» SUPPLIED DATA
——————

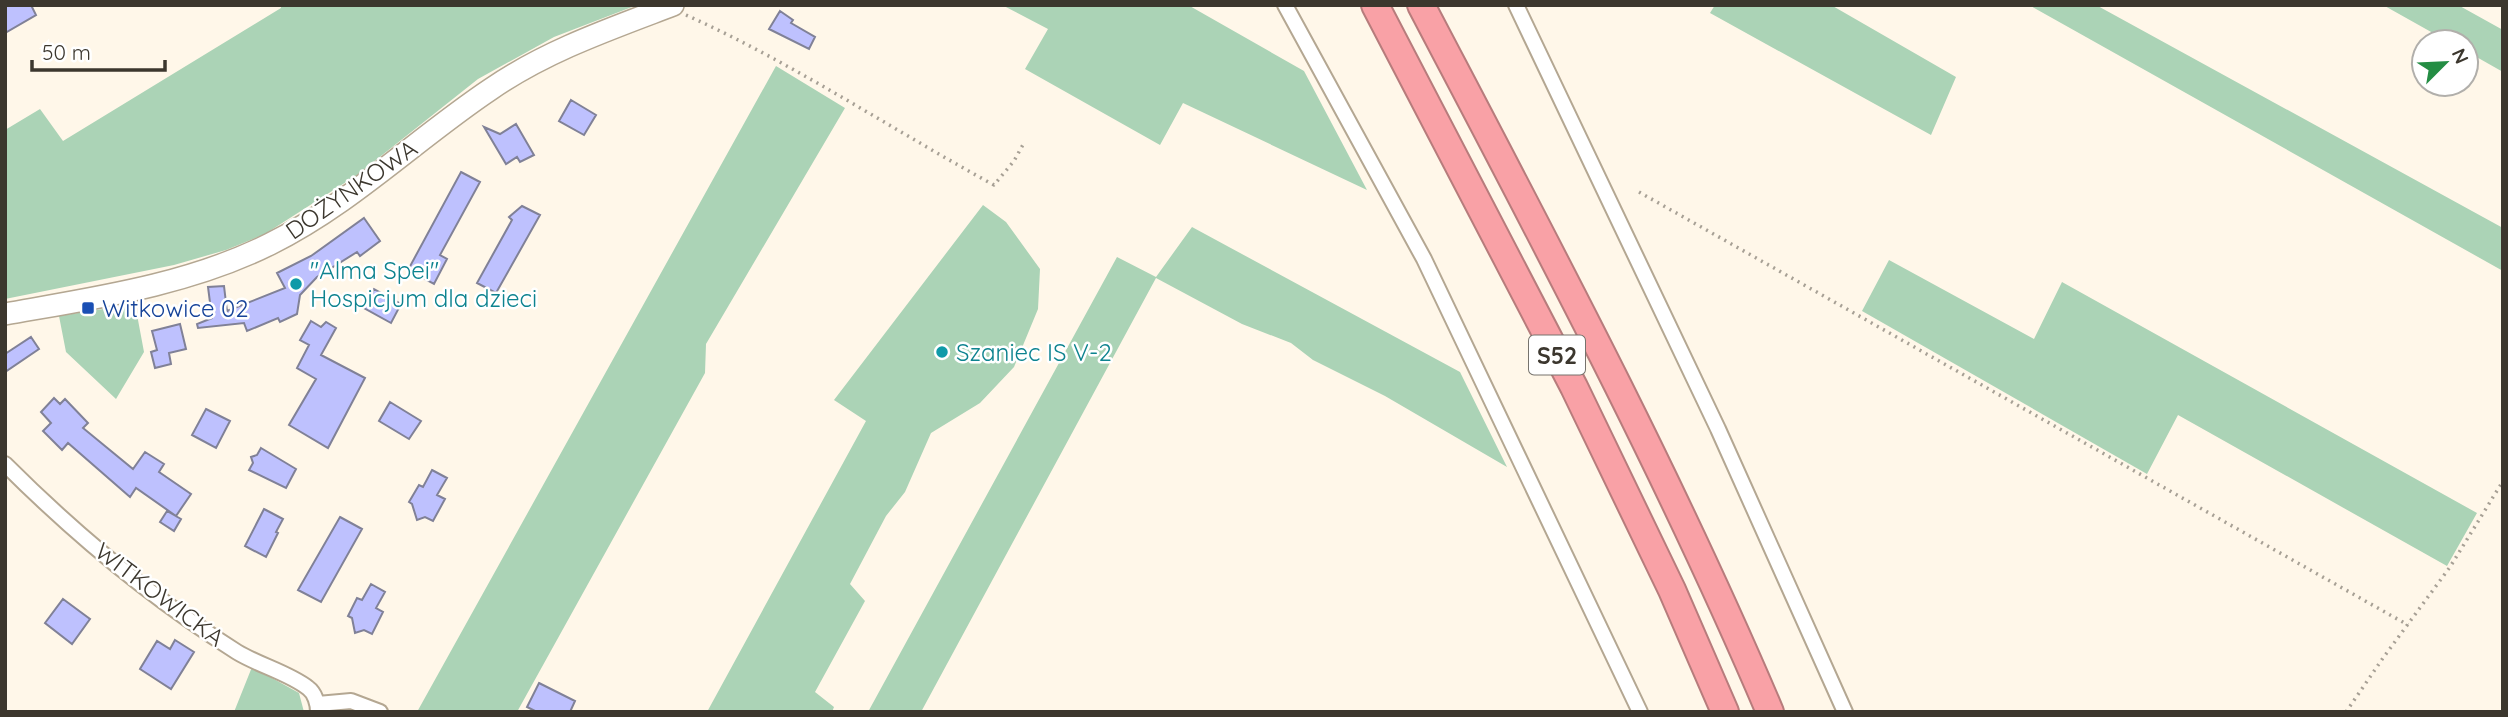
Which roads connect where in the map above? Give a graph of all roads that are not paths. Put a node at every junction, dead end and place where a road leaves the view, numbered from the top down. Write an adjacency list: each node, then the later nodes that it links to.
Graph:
1 (1285, 5): 10 (street)
2 (1375, 5): 11 (highway, S52)
3 (1422, 5): 12 (highway, S52)
4 (1516, 5): 13 (street)
5 (670, 6): 6 (street, DOŻYNKOWA)
6 (5, 314)
7 (5, 464): 8 (street, WITKOWICKA)
8 (318, 708): 9 (street)
9 (380, 712)
10 (1640, 712)
11 (1726, 712)
12 (1770, 712)
13 (1845, 712)

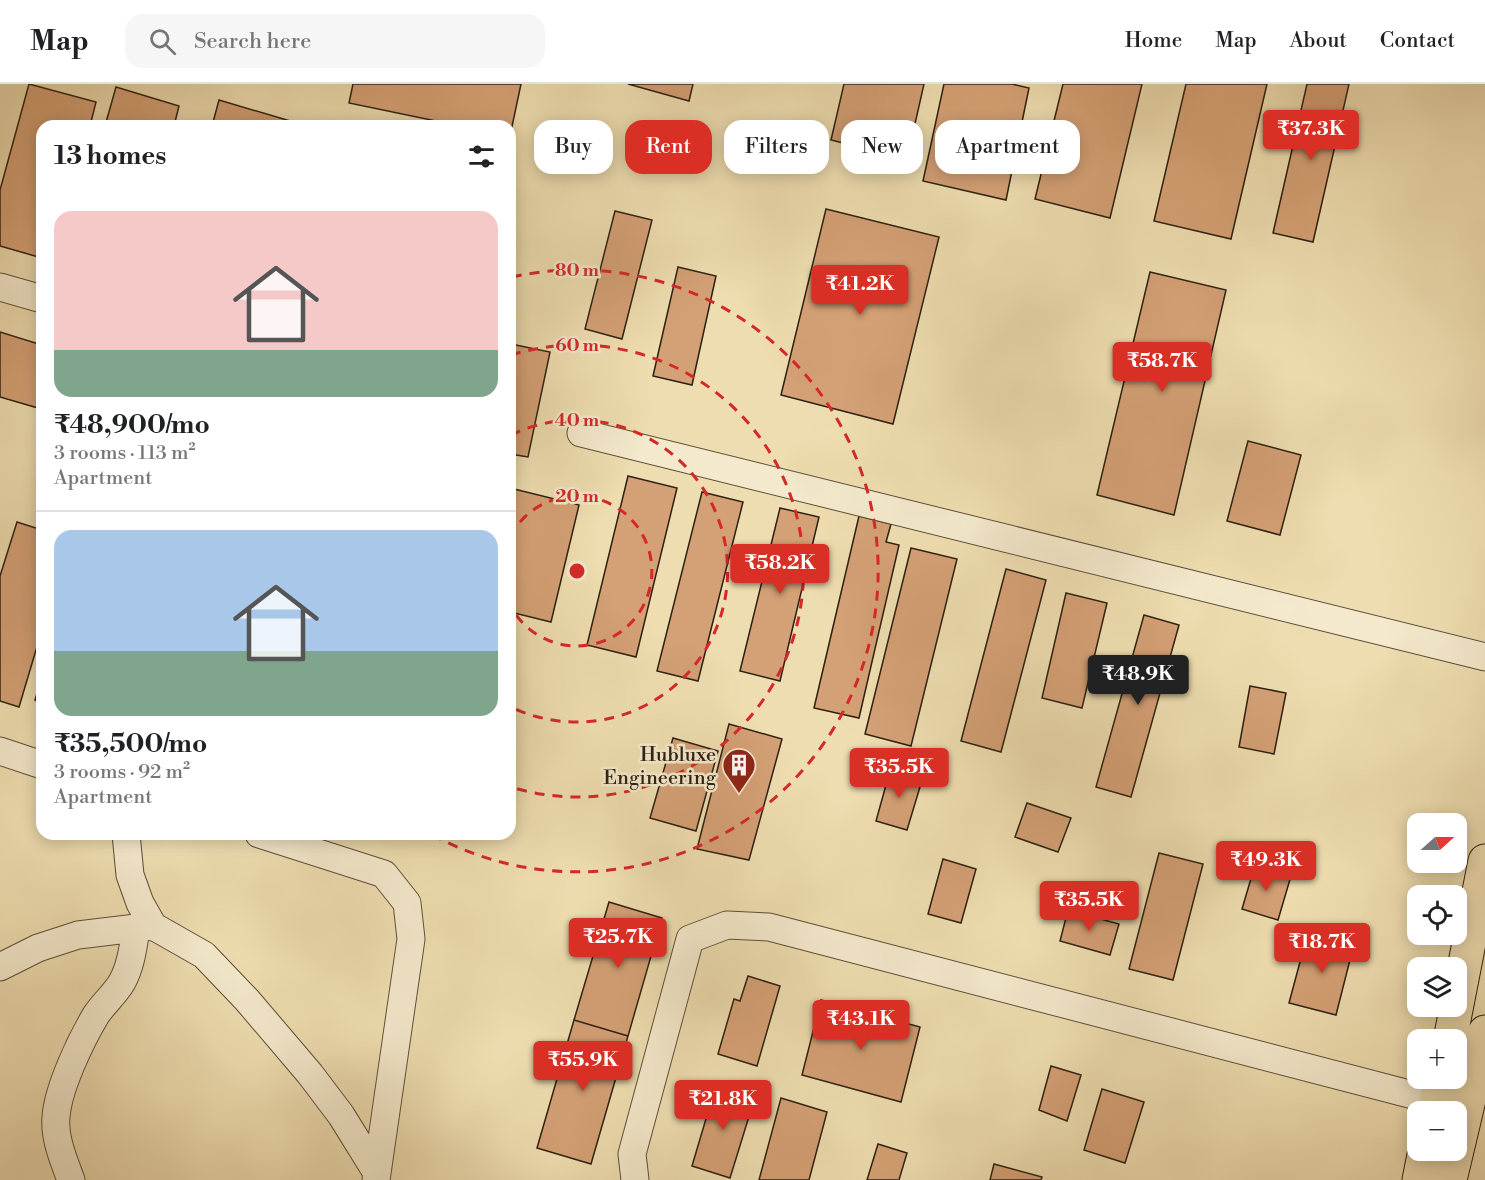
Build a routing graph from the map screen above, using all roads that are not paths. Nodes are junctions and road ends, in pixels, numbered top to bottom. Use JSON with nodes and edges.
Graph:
{"nodes":[{"id":1,"x":0,"y":287,"type":"edge"},
{"id":2,"x":36,"y":297,"type":"edge"},
{"id":3,"x":581,"y":433,"type":"dead end"},
{"id":4,"x":1485,"y":657,"type":"edge"},
{"id":5,"x":0,"y":752,"type":"edge"},
{"id":6,"x":36,"y":763,"type":"edge"},
{"id":7,"x":127,"y":840,"type":"edge"},
{"id":8,"x":278,"y":840,"type":"edge"},
{"id":9,"x":1485,"y":861,"type":"edge"},
{"id":10,"x":145,"y":927,"type":"junction"},
{"id":11,"x":0,"y":967,"type":"edge"},
{"id":12,"x":1452,"y":1029,"type":"edge"},
{"id":13,"x":1485,"y":1032,"type":"edge"},
{"id":14,"x":1437,"y":1097,"type":"edge"},
{"id":15,"x":1468,"y":1106,"type":"junction"},
{"id":16,"x":1423,"y":1161,"type":"edge"},
{"id":17,"x":376,"y":1177,"type":"edge"},
{"id":18,"x":70,"y":1180,"type":"edge"},
{"id":19,"x":635,"y":1180,"type":"edge"},
{"id":20,"x":1419,"y":1180,"type":"edge"},
{"id":21,"x":1450,"y":1180,"type":"edge"}],
"edges":[{"from":1,"to":2,"type":"street"},
{"from":3,"to":4,"type":"street"},
{"from":5,"to":6,"type":"street"},
{"from":7,"to":10,"type":"street"},
{"from":8,"to":17,"type":"street"},
{"from":9,"to":12,"type":"main road"},
{"from":10,"to":11,"type":"street"},
{"from":10,"to":17,"type":"street"},
{"from":10,"to":18,"type":"street"},
{"from":13,"to":15,"type":"main road"},
{"from":14,"to":15,"type":"main road"},
{"from":14,"to":19,"type":"street"},
{"from":15,"to":21,"type":"main road"},
{"from":16,"to":20,"type":"main road"}]}
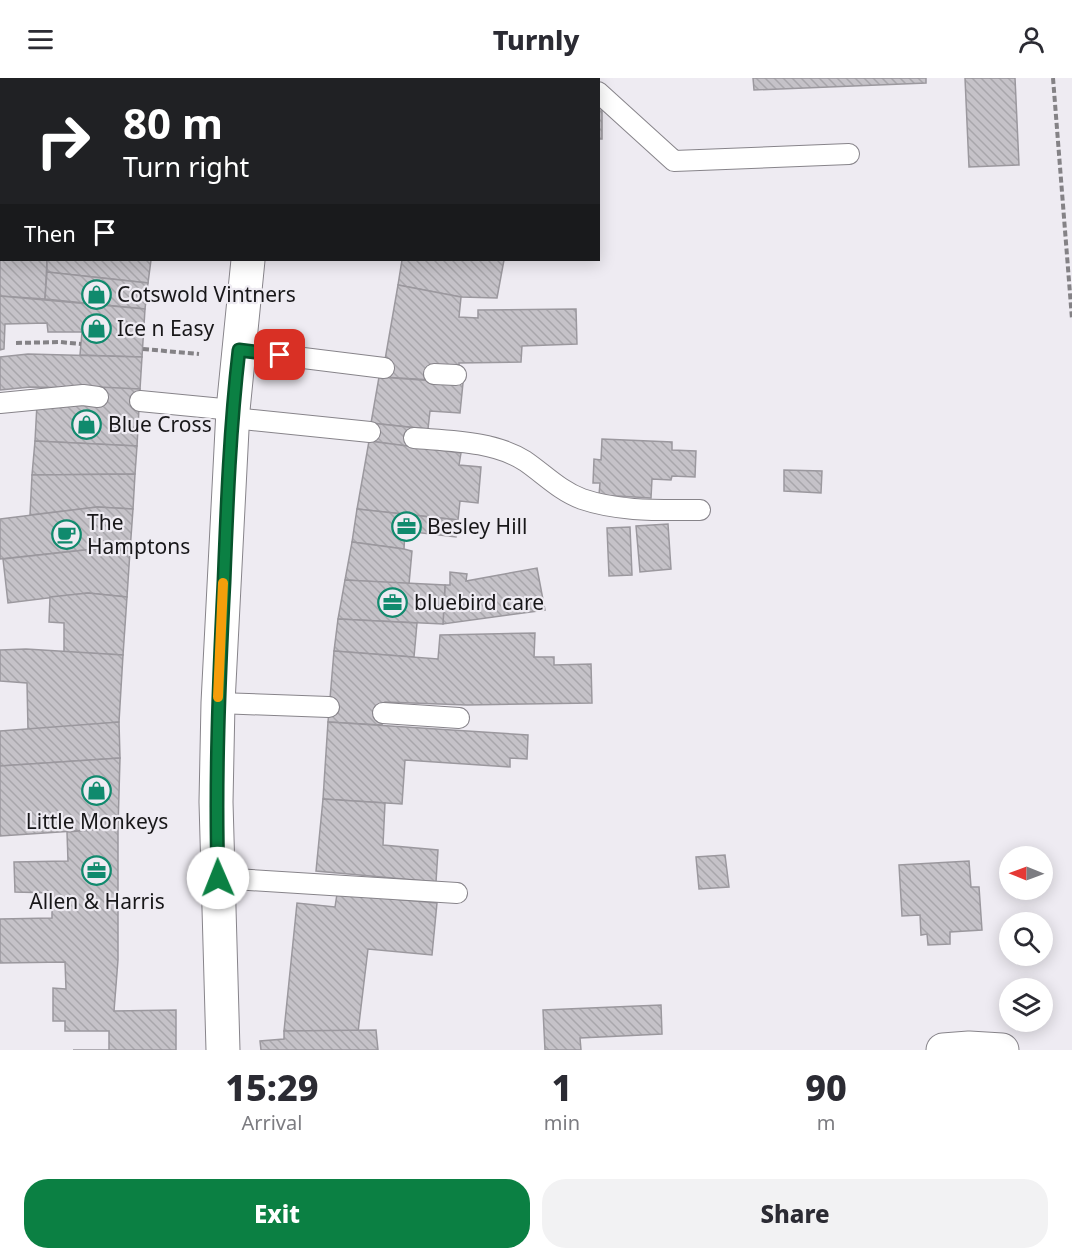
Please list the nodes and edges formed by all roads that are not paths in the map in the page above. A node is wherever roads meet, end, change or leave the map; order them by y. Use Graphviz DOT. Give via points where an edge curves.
graph roads {
  1 [pos="600,94"];
  2 [pos="849,154"];
  3 [pos="248,261"];
  4 [pos="239,354"];
  5 [pos="384,368"];
  6 [pos="434,374"];
  7 [pos="456,375"];
  8 [pos="98,397"];
  9 [pos="140,401"];
  10 [pos="0,404"];
  11 [pos="233,414"];
  12 [pos="370,432"];
  13 [pos="414,438"];
  14 [pos="700,510"];
  15 [pos="218,703"];
  16 [pos="329,707"];
  17 [pos="383,713"];
  18 [pos="459,718"];
  19 [pos="218,878"];
  20 [pos="457,893"];
  21 [pos="223,1050"];
  22 [pos="943,1050"];
  23 [pos="1002,1050"];
  1 -- 2 [label="lane" via="674,161"];
  3 -- 4 [label="main road"];
  4 -- 5 [label="lane"];
  4 -- 11 [label="main road"];
  6 -- 7 [label="lane"];
  8 -- 10 [label="lane" via="83,395"];
  9 -- 11 [label="lane"];
  11 -- 12 [label="lane"];
  11 -- 15 [label="main road"];
  13 -- 14 [label="lane" via="507,452 580,498 608,506"];
  15 -- 16 [label="lane"];
  15 -- 19 [label="main road"];
  17 -- 18 [label="lane"];
  19 -- 20 [label="lane"];
  19 -- 21 [label="main road"];
  22 -- 23 [label="main road"];
}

——————

» EXERCISE OBJECTIVE
Copy out all lines from the records where the word "numbered" appears.

» RESULT FOR THIS TASK
Which roads connect where in the map above? Give a graph of all roads that are not paths. Put a node at every junction, dead end and place where a road leaves the view, numbered from the top down. Write an adjacency list: each node, then the later nodes that it links to.
Build a routing graph from the map screen above, using all roads that are not paths. Nodes are junctions and road ends, in pixels, numbered top to bottom. Use JSON with nodes and edges.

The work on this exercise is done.